> [Aim of the task]
Search the data below for lines that include the word "Peytel" and state how many there are, nothing else.

(Stored data)
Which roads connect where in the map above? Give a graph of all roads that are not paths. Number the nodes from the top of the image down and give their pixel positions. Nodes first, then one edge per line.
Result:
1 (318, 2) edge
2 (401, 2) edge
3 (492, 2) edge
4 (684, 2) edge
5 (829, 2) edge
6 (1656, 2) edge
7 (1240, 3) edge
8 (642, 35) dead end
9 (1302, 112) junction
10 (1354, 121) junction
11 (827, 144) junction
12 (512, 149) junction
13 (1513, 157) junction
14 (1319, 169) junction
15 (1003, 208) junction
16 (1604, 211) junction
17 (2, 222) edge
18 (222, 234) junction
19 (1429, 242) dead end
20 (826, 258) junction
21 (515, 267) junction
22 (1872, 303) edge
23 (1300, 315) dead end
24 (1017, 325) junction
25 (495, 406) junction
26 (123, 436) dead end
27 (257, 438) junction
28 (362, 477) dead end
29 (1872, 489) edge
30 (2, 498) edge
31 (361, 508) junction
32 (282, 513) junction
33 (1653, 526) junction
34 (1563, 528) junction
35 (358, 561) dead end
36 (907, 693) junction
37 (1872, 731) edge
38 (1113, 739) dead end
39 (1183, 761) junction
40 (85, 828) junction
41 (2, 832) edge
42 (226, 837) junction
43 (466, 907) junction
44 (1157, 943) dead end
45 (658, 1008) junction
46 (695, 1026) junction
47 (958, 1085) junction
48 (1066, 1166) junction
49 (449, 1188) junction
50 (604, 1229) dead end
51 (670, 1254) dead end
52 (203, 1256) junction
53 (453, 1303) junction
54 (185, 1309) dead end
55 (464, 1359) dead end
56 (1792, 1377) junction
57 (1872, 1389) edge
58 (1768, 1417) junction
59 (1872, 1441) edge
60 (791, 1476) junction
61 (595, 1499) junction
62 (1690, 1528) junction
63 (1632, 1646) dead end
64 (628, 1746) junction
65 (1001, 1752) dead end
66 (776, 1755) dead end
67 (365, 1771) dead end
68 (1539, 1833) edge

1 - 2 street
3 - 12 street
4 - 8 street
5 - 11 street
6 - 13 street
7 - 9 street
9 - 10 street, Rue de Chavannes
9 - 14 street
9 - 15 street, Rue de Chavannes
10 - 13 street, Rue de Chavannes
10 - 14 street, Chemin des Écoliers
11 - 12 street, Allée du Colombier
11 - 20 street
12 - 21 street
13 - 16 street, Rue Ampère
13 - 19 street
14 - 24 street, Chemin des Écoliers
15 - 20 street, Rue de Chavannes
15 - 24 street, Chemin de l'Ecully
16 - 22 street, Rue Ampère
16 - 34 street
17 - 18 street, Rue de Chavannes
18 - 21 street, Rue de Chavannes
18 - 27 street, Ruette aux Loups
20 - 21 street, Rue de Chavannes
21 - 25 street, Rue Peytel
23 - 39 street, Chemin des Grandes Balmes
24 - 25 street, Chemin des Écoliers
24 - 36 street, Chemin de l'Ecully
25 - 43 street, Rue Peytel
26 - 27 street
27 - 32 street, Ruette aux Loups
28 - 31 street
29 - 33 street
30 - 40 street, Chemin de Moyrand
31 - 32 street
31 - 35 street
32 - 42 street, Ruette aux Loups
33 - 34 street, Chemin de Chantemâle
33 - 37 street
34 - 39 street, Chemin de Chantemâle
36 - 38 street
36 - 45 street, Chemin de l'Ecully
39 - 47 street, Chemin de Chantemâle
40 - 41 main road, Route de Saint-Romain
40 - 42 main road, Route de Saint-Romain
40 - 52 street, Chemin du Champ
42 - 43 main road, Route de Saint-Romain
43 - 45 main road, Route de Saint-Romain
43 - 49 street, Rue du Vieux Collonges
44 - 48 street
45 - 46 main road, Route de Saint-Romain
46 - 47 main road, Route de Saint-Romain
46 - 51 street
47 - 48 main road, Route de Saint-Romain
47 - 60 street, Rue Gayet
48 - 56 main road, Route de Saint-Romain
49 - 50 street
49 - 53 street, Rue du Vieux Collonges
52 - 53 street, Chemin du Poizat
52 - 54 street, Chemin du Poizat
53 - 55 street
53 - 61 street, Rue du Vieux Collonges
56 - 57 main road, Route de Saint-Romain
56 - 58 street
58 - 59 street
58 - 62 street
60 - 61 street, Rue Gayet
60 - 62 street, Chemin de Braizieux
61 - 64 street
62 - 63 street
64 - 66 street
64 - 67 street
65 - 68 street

> [Response to this exercise]
2